- [Assignment] Look through the data below and say how many of its lines contain "graph", adding nothing else.

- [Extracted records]
==================================================

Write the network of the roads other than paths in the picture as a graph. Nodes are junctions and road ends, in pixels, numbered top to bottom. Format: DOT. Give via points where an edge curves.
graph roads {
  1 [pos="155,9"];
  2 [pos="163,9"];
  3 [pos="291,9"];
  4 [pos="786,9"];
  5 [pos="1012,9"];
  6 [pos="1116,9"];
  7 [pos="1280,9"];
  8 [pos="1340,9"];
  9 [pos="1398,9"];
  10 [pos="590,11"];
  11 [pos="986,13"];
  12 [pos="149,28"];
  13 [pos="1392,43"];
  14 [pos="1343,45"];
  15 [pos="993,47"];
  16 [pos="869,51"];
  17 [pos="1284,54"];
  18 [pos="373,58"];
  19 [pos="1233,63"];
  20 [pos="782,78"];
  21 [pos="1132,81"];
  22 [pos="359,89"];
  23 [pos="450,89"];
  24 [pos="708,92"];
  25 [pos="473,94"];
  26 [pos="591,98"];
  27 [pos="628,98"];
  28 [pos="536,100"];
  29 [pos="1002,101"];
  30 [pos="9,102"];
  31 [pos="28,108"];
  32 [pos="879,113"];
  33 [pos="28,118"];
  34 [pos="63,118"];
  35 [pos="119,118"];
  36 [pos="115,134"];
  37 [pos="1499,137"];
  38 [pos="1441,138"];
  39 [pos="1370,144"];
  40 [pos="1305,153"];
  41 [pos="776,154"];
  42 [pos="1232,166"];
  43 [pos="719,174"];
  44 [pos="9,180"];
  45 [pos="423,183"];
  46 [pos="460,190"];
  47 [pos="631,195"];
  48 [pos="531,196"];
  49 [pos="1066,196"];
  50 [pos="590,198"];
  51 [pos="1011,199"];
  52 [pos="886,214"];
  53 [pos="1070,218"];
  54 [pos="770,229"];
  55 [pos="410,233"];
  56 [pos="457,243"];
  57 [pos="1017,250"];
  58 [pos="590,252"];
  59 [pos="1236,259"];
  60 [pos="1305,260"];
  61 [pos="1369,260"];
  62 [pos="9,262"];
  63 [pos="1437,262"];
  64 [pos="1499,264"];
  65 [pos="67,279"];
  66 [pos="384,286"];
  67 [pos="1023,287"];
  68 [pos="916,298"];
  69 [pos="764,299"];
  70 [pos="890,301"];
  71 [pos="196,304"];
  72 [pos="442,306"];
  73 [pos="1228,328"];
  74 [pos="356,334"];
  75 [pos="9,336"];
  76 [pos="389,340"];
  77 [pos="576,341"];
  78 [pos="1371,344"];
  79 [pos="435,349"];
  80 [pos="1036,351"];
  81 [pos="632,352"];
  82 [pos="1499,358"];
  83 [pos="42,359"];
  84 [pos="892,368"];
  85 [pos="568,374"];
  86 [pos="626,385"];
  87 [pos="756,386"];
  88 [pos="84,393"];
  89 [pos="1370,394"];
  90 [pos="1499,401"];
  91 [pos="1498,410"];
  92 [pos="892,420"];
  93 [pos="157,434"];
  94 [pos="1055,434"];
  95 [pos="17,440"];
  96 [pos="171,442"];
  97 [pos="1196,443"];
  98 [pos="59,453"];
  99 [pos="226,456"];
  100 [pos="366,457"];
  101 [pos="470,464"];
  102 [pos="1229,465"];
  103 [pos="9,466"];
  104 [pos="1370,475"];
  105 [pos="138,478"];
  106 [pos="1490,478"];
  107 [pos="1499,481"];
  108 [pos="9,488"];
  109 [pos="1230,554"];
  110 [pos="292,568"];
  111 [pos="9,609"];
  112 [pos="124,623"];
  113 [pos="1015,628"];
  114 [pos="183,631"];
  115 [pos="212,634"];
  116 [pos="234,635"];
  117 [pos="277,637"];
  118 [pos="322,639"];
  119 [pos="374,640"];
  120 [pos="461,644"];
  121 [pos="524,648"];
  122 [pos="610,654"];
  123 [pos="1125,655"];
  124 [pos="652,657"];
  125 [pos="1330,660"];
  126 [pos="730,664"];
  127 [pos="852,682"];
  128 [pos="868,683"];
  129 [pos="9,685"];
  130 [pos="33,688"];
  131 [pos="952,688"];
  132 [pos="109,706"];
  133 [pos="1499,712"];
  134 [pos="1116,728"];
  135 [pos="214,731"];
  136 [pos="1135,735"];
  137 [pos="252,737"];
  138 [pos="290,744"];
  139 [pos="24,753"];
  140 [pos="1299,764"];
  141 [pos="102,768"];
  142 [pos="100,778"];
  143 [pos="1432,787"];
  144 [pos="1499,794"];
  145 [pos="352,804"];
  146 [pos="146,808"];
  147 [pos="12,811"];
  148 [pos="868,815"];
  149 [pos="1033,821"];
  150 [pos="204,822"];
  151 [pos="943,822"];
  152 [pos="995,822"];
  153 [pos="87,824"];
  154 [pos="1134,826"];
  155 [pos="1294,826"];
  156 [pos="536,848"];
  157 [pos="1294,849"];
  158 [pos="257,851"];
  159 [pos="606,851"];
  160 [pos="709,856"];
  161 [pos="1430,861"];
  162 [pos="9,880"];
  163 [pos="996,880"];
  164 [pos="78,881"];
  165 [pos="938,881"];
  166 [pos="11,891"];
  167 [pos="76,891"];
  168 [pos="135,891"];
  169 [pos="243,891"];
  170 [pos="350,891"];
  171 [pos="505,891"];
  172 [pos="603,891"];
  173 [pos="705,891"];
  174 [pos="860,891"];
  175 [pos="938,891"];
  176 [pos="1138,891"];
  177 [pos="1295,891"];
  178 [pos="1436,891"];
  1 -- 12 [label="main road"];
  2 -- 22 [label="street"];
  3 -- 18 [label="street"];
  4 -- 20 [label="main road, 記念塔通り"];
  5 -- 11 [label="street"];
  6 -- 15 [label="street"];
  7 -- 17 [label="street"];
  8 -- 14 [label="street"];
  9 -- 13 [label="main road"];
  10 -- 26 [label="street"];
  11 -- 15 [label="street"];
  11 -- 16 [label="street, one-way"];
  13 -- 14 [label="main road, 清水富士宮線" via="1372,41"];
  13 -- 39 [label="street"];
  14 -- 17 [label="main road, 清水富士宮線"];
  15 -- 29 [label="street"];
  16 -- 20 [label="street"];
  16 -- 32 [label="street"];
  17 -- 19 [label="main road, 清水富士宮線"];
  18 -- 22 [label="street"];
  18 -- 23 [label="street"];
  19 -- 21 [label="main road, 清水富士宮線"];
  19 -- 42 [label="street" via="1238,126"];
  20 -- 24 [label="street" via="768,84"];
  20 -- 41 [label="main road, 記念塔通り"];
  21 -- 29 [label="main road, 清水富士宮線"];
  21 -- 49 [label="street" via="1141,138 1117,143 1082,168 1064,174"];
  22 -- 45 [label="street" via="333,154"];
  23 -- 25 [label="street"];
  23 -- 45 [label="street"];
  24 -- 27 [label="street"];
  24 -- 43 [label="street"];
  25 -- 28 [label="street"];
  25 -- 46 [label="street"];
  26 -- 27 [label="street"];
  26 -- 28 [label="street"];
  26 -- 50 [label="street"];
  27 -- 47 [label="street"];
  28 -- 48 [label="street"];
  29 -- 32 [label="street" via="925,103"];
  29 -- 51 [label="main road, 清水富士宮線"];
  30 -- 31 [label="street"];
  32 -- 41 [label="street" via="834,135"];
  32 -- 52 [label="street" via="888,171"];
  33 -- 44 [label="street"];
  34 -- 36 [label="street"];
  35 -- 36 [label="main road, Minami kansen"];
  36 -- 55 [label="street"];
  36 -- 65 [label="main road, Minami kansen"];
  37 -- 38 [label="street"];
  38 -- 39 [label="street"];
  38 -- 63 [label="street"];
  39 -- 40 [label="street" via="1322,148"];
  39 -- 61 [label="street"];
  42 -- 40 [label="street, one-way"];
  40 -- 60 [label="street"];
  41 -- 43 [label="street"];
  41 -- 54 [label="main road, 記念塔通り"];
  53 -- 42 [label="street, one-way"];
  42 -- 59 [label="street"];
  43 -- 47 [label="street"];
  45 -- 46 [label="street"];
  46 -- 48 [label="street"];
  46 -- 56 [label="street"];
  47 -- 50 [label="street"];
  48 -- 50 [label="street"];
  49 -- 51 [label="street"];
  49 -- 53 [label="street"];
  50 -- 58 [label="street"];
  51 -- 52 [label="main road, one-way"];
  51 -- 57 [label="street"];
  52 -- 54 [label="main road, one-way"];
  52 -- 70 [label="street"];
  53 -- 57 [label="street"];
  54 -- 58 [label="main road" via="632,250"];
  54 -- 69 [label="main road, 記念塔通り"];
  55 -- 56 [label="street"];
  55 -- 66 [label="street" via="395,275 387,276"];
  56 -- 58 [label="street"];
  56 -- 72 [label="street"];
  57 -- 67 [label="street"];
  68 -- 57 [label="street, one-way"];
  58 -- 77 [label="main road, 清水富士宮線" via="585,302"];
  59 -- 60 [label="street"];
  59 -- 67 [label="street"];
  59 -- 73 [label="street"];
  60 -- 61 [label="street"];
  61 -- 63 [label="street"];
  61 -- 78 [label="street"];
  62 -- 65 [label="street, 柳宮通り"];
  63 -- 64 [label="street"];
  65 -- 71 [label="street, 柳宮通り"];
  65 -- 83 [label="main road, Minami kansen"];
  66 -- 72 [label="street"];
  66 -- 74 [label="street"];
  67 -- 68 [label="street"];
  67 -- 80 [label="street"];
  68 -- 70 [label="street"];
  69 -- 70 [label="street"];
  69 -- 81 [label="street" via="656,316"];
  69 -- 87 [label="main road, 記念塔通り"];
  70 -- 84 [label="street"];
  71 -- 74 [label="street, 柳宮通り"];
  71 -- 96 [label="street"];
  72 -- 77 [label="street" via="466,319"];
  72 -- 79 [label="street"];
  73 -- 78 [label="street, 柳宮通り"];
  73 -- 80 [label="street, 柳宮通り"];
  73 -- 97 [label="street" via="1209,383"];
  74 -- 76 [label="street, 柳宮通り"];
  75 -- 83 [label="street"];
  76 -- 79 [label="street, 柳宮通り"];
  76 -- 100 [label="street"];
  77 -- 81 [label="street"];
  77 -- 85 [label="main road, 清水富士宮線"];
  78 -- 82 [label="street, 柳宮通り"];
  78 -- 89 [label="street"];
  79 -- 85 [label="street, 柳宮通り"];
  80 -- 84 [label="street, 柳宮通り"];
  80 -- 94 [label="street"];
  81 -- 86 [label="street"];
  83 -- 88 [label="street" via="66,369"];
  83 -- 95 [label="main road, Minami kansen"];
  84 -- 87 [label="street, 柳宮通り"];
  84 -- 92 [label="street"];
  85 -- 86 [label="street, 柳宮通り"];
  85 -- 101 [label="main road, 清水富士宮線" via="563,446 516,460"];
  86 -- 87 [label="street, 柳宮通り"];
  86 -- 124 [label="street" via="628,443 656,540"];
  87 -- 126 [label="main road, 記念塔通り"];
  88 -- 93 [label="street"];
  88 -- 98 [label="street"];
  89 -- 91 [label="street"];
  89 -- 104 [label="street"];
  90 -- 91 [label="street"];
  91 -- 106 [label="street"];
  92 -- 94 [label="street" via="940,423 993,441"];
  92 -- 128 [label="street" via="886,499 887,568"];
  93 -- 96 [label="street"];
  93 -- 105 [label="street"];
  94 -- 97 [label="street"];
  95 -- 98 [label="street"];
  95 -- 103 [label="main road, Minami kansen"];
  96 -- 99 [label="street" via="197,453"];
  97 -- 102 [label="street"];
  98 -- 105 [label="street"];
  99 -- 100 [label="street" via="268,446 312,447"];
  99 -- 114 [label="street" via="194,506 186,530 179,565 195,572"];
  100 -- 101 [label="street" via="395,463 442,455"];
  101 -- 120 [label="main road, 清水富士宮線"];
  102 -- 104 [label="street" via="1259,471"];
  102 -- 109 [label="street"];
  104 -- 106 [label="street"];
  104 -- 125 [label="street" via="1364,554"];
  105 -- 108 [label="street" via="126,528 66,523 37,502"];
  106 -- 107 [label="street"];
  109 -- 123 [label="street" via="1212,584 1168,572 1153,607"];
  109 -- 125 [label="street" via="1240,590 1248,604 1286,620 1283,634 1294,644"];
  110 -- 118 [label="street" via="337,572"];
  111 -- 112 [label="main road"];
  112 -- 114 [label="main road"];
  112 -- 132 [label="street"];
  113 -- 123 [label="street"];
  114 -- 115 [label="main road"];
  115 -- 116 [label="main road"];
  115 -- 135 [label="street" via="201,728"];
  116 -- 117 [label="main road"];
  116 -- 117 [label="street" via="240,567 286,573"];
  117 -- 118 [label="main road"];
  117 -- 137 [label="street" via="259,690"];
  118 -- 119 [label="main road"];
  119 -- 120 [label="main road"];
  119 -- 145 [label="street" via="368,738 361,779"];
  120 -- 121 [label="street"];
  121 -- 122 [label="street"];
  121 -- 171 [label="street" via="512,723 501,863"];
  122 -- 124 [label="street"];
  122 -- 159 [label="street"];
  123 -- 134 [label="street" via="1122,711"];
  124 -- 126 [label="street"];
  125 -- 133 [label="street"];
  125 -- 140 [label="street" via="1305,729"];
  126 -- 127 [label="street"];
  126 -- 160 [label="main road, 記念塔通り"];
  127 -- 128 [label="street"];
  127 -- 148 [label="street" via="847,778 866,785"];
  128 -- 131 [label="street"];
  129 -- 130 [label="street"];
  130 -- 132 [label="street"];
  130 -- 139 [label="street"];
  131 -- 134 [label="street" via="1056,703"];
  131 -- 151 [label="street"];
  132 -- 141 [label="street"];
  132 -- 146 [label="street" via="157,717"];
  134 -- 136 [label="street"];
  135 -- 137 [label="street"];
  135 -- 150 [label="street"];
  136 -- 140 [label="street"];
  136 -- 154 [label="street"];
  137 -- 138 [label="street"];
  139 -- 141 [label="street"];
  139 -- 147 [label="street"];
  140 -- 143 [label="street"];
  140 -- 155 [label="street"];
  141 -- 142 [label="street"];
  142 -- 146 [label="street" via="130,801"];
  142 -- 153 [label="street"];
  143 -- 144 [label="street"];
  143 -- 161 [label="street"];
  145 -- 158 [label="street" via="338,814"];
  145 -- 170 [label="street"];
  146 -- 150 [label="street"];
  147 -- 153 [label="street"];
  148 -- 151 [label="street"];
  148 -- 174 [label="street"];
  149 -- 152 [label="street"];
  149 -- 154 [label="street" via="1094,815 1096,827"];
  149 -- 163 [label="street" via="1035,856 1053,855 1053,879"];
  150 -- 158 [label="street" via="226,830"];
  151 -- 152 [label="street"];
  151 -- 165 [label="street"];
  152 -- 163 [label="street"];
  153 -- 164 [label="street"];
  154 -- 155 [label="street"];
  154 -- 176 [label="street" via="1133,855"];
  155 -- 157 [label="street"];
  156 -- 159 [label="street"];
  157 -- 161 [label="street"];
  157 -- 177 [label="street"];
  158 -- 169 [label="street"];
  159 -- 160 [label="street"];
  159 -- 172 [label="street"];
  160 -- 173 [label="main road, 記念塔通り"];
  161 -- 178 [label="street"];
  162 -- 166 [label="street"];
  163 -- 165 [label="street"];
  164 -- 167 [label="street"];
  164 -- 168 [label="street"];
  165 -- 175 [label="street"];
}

==================================================

- [Output] 2